A bridge loan is a short-term loan that is used to cover a temporary shortfall of funds. A bridge loan has a short repayment span, usually six months to one year in duration. Bridge loans can be secured by both homeowners and business owners for various purposes when they expect a lump sum payment soon. Expected funds could be from a home sale, in the case of a homeowner, or the expectation of funding, in the case of a business owner.
Bridge loans usually carry higher interest rates because they are short-term loans, so borrowers must know when a bridge loan is necessary instead of longer-term loans with lower interest rates.
Interest rates for bridge loans depend on the borrower’s credit score, the loan’s duration, and the loan’s collateral. Just like with most loans, a better credit score will get a borrower lower interest rates. However, if a borrower’s credit score is low, getting approved for a bridge loan will come with a much higher interest rate.
When to Get a Bridge Loan as a Homeowner
Bridge loans are often the only financing option in many circumstances. One of the most common reasons for getting bridge loans is for the purchase of a new home. Homeowners looking to purchase a new house who cannot afford a downpayment until they sell their existing home can take a bridge loan and pay it back when their home sells.
Depending on the housing market, it may take some time for a homeowner to find a buyer for their current home. In the meantime, the homeowner may have found a new home they want to purchase and need money to acquire it. If the homeowner does not have a downpayment readily available but is sure that their home will sell within the next 6-12 months, then a bridge loan may be the way to go.
When to Get a Bridge Loan as a Business
Like homeowners, businesses can apply for bridge loans when they need cash immediately for a project or venture. It could be the opportunity to buy goods at a reduced rate or purchase real estate for the business. As long as the company expects to generate enough cash flow to repay the loan and interest, bridge loans can be a practical solution.

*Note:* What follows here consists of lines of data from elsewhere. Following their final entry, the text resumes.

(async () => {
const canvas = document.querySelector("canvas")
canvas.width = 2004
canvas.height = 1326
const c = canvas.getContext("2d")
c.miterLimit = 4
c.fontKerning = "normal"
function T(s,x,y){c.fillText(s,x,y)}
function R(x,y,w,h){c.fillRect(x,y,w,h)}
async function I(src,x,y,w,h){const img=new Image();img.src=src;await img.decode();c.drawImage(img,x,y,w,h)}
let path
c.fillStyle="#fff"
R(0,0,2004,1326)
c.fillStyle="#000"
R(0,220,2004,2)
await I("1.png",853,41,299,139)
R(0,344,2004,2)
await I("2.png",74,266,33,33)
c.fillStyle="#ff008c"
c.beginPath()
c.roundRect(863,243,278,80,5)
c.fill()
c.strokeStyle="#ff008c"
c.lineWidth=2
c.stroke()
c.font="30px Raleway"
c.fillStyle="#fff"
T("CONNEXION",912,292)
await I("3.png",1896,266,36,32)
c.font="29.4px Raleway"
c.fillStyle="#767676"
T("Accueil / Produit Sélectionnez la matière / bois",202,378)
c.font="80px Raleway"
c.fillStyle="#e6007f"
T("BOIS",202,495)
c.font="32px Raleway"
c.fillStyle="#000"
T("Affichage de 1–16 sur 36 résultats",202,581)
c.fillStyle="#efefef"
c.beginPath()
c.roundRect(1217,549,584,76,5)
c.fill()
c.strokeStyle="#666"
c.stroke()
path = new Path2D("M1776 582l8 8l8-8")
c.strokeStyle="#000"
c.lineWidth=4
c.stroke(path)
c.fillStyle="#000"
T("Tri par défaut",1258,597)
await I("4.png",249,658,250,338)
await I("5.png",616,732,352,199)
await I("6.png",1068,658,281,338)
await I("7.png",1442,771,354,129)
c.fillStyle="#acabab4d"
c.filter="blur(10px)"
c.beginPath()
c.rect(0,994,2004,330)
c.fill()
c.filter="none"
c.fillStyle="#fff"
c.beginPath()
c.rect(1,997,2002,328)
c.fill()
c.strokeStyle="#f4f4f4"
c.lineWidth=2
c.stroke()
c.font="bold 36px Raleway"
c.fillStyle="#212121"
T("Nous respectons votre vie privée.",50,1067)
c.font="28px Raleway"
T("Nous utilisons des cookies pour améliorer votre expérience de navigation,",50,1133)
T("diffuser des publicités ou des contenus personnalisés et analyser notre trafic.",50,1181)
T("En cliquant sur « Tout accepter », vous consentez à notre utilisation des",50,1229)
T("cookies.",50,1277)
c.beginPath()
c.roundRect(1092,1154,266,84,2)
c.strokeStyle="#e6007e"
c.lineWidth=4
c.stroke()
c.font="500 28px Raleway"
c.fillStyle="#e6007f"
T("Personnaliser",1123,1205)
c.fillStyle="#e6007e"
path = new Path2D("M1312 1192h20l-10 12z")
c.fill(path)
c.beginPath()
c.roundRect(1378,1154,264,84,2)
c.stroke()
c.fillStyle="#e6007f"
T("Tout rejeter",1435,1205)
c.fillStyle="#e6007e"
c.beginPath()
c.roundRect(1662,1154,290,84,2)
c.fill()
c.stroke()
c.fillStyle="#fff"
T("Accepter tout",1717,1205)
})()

If a business knows it cannot afford to pay off the loan in the stipulated time, a more traditional, long-term loan would be a better alternative. A company stands to lose its collateral should it not be able to repay the loan.
Getting a Bridge Loan
Homeowners looking to get a bridge loan can talk to their mortgage providers to see if they provide these. It’s important to note, though, that not all mortgage lenders will provide bridge loans to their customers.
The most convenient avenues for securing bridge loans are through hard money lenders and online alternative lenders. Bridge loans are easier to secure, making them a ready offer from these types of lenders.

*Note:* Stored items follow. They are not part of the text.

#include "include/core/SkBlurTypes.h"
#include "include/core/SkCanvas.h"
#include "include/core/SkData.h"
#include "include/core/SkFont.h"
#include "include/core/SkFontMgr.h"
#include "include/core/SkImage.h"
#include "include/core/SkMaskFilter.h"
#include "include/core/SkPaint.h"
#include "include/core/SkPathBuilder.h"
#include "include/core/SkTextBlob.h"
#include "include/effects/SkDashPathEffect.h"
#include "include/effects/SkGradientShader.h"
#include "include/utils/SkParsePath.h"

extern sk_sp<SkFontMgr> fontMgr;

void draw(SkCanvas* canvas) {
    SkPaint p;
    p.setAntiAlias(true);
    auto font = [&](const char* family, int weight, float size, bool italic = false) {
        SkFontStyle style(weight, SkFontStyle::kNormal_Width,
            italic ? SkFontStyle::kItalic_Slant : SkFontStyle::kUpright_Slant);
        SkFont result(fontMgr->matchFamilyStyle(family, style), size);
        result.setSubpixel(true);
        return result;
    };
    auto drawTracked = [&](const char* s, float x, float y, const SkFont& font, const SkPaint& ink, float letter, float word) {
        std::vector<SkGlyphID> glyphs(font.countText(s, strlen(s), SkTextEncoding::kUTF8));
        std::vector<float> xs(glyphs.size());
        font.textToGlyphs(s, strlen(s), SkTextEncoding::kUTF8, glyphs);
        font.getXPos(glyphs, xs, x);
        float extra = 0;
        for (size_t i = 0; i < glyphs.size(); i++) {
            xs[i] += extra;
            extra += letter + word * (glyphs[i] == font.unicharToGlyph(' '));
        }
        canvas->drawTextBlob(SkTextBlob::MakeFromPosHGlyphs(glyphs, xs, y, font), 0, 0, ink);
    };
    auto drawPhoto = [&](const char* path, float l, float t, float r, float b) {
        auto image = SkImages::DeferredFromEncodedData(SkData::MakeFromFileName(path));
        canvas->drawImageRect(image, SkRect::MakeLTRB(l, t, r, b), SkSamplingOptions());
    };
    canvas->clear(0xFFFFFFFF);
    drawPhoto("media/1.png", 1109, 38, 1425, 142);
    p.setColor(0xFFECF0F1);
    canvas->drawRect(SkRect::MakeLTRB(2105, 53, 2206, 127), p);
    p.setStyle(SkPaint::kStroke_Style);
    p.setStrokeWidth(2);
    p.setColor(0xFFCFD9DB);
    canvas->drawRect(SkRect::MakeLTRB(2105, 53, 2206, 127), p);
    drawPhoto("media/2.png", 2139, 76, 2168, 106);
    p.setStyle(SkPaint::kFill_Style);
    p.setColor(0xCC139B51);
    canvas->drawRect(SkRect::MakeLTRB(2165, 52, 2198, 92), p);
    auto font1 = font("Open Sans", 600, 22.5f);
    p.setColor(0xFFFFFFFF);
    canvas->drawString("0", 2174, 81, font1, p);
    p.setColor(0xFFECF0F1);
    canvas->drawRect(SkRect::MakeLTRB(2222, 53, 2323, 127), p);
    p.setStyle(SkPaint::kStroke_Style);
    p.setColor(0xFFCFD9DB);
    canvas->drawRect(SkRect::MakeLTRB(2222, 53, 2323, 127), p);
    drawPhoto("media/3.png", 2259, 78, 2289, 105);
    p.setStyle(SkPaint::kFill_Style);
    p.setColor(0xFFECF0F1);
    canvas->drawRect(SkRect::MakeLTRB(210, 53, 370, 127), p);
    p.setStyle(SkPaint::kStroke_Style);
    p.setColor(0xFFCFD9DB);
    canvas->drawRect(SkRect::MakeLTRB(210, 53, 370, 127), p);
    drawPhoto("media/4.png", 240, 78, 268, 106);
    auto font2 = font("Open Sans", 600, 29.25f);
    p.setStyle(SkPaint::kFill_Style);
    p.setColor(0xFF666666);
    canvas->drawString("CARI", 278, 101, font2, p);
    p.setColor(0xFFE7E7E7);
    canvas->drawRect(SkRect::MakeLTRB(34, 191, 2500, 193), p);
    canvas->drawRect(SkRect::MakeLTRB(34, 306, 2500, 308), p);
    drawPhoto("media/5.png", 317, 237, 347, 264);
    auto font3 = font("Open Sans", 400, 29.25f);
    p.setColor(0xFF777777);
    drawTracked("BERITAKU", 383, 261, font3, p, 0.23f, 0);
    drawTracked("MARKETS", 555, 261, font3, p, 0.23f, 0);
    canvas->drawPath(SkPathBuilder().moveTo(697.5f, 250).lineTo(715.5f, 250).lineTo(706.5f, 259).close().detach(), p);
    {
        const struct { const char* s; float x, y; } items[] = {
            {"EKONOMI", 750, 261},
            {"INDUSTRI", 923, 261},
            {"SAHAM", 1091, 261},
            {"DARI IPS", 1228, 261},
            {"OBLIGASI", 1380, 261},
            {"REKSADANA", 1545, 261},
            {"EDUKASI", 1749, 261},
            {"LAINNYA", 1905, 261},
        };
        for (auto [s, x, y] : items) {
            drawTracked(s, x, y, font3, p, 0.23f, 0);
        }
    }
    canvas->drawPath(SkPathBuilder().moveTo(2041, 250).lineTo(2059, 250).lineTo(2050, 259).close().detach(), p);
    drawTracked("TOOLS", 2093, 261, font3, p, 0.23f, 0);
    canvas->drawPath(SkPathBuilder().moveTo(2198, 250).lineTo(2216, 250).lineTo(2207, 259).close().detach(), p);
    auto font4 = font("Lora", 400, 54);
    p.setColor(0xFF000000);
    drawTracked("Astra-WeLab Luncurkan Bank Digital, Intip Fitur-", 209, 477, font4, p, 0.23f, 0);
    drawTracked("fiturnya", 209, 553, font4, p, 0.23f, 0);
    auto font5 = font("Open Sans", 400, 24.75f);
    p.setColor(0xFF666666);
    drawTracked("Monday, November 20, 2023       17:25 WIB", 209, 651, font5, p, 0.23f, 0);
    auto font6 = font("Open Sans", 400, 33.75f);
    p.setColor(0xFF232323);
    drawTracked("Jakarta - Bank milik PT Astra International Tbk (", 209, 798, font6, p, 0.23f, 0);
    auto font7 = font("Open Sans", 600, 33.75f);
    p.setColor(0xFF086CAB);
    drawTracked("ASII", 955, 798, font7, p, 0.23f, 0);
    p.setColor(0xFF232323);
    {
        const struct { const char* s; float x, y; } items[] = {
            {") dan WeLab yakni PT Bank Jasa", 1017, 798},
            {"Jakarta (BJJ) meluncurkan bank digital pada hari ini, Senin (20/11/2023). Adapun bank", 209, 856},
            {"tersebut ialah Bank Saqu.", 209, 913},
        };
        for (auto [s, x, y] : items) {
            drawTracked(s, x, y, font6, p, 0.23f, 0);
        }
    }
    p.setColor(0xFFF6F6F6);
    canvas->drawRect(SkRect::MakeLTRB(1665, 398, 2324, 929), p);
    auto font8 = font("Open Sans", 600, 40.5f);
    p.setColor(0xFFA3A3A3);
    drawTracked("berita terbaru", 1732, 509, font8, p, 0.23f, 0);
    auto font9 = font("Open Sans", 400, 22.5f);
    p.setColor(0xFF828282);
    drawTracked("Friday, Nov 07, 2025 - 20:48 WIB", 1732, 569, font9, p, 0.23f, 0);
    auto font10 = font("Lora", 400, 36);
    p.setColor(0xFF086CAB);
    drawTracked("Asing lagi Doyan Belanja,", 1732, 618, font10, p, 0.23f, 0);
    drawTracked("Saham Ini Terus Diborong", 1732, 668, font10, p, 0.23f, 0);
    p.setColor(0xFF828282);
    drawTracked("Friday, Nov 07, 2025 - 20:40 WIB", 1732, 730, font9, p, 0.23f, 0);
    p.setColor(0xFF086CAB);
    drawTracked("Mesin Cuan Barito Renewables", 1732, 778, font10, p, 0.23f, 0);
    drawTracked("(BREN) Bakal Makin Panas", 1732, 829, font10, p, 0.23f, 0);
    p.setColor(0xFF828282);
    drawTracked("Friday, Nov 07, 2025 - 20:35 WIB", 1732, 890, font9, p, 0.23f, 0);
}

Bridge loans, however, come with increased risks. These loans typically have high collateral requirements and can carry high interest rates and other unfavorable terms.
Bridge Loan Pros and Cons
Bridge loans have both advantages and disadvantages, and borrowers need to weigh these carefully before deciding whether a bridge loan is for them. Let’s take a look at a few of the key pros and cons of a bridge loan:
Bridge loan benefits
- Easy to secure
- Provide immediate cash for purchasing a home or keeping a business running
- Provides homeowners or businesses wiggle room to make cash decisions
- Make real estate purchases easier for buyers
Bridge loan drawbacks
- Short-term loans; borrowers only get up to one year to pay back
- High interest rates on loans
- High collateral requirements
- Borrowers can lose collateral if they do not pay back the loan on time
- Higher risk due to short repayment time frame
Paying Back Bridge Loans
Borrowers can service bridge loans in similar ways to traditional loans. A borrower can pay back a bridge loan using monthly payments, along with interest accrued on the loan. This way, the borrower is put on a repayment plan where they pay a portion of the total amount paid, and total interest on the loan is spread out for the number of months the loan is valid.

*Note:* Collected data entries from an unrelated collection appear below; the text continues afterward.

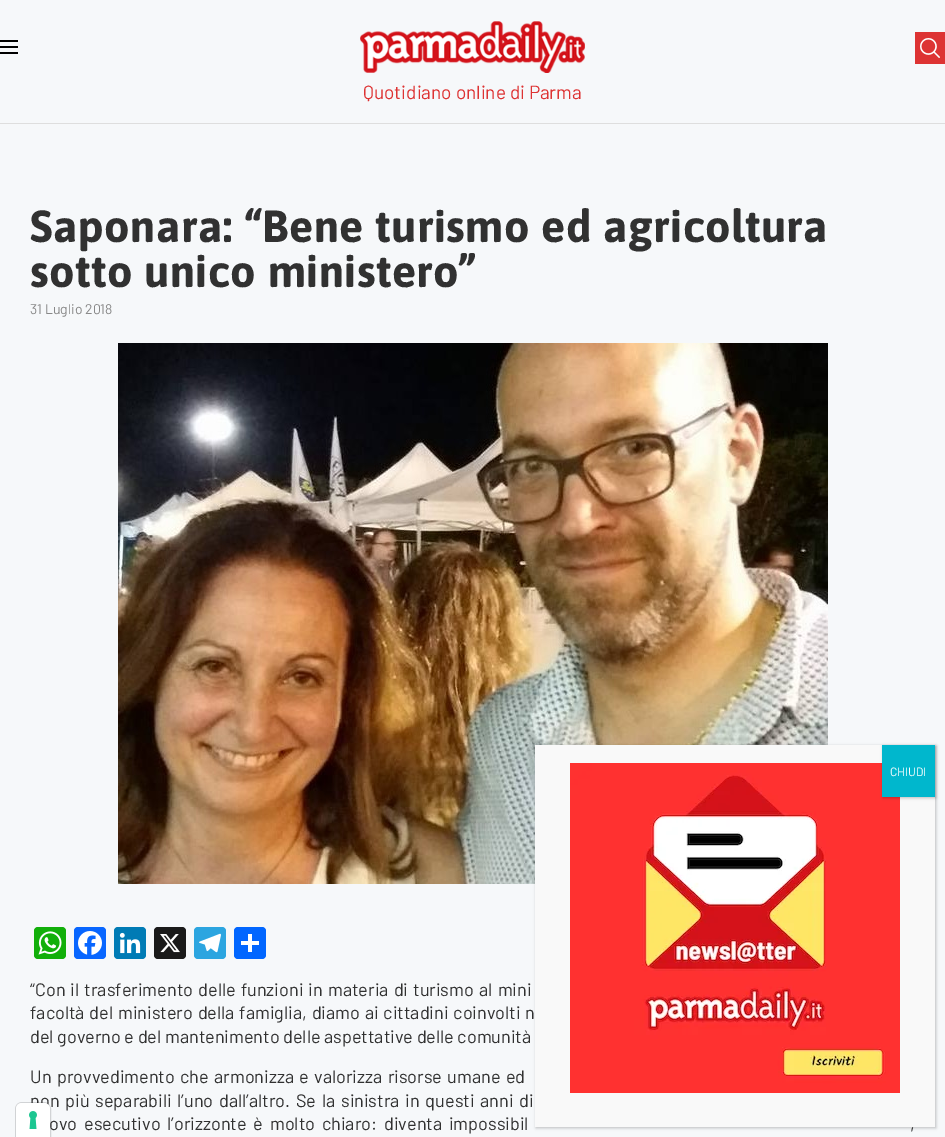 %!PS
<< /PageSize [945 1137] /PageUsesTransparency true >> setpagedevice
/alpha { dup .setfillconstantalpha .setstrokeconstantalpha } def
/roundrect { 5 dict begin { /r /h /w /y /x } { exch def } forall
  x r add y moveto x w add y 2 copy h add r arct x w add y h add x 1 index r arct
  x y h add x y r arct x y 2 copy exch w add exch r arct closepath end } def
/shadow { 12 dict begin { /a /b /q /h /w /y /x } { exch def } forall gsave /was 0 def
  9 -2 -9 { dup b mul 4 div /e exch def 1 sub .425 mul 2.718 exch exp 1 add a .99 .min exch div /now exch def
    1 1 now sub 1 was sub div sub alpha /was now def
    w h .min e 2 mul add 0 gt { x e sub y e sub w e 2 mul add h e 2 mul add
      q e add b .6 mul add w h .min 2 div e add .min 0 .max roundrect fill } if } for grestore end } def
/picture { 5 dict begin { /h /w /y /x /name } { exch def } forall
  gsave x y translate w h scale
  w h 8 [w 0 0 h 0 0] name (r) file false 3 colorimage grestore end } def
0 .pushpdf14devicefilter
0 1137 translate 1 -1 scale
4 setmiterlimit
0.965 0.973 0.98 setrgbcolor
0 0 945 1137 rectfill
0 setgray
0 40 18 2 rectfill
0 46 18 2 rectfill
0 52 18 2 rectfill
(img1.rgb) 360 21 225 52 picture
0.867 0.2 0.2 setrgbcolor
915 32 30 32 rectfill
(img2.rgb) 920 38 20 20 picture
0.871 setgray
0 123 945 1 rectfill
/Barlow-Regular [19 0 0 -19 0 0] selectfont
0.867 0.2 0.2 setrgbcolor
363 99 moveto (Quotidiano online di Parma) show
/Asap-Bold [45 0 0 -45 0 0] selectfont
0.192 setgray
30 242 moveto 0.5 0 (Saponara: “Bene turismo ed agricoltura) ashow
30 287 moveto 0.5 0 (sotto unico ministero”) ashow
/Barlow-Regular [14 0 0 -14 0 0] selectfont
0.533 setgray
30 314 moveto (31 Luglio 2018) show
(img3.rgb) 118 343 710 541 picture
0.071 0.686 0.039 setrgbcolor
34 927 32 32 4 roundrect fill
(img4.rgb) 38 931 24 24 picture
0.031 0.4 1 setrgbcolor
74 927 32 32 4 roundrect fill
(img5.rgb) 78 931 24 24 picture
0 0.482 0.71 setrgbcolor
114 927 32 32 4 roundrect fill
(img6.rgb) 119 932 22 22 picture
0.102 setgray
154 927 32 32 4 roundrect fill
(img7.rgb) 160 934 20 19 picture
0.173 0.647 0.878 setrgbcolor
194 927 32 32 4 roundrect fill
(img8.rgb) 199 933 22 20 picture
0.004 0.4 1 setrgbcolor
234 927 32 32 4 roundrect fill
1 setgray
248 934 4 18 rectfill
241 941 18 4 rectfill
/Barlow-Regular [18 0 0 -18 0 0] selectfont
0.192 setgray
30 996 moveto 1.6 0 32 (“Con il trasferimento delle funzioni in materia di turismo al mini) widthshow
30 1019 moveto 1.25 0 32 (facoltà del ministero della famiglia, diamo ai cittadini coinvolti n) widthshow
30 1043 moveto (del governo e del mantenimento delle aspettative delle comunità) show
30 1083 moveto 1.75 0 32 (Un provvedimento che armonizza e valorizza risorse umane ed) widthshow
30 1107 moveto 2.25 0 32 (non più separabili l’uno dall’altro. Se la sinistra in questi anni di) widthshow
49 1130 moveto 3.25 0 32 (ovo esecutivo l’orizzonte è molto chiaro: diventa impossibil) widthshow
910 1130 moveto 3.25 0 32 (,) widthshow
0.008 setgray
536 746 400 382 0 1.5 0.23 shadow
0.976 setgray
535 745 400 382 rectfill
(img9.rgb) 570 763 330 330 picture
0.008 setgray
883 746 53 52 0 1.5 0.23 shadow
0 0.718 0.804 setrgbcolor
882 745 53 52 rectfill
/Barlow-Regular [12 0 0 -12 0 0] selectfont
1 setgray
890 776 moveto (CHIUDI) show
0.15 alpha
0 setgray
newpath 22 1102.5 moveto 44 1102.5 lineto 47.5 1102.5 50.5 1105.5 50.5 1109 curveto 50.5 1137.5 lineto 15.5 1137.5 lineto 15.5 1109 lineto 15.5 1105.5 18.5 1102.5 22 1102.5 curveto closepath stroke
1 alpha
1 setgray
newpath 22 1103 moveto 44 1103 lineto 47.5 1103 50 1105.5 50 1109 curveto 50 1137 lineto 16 1137 lineto 16 1109 lineto 16 1105.5 18.5 1103 22 1103 curveto closepath fill
(img10.rgb) 29 1111 8 18 picture
.poppdf14devicefilter showpage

Alternatively, a borrower can choose to pay back the loan and the accrued interest in a single lump payment. Given that bridge loans are often secured when borrowers are expecting a large amount of money in the immediate future, they may prefer to forego a monthly repayment plan in favor of this.
So if the stipulated amount for the loan repayment is six months, the borrower can decide to pay a lump sum of the loan amount and interest at the end of the loan term. In addition, the borrower may choose to repay the loan once their expected funds arrive, which could be the sale of a house or a business securing financing/funding.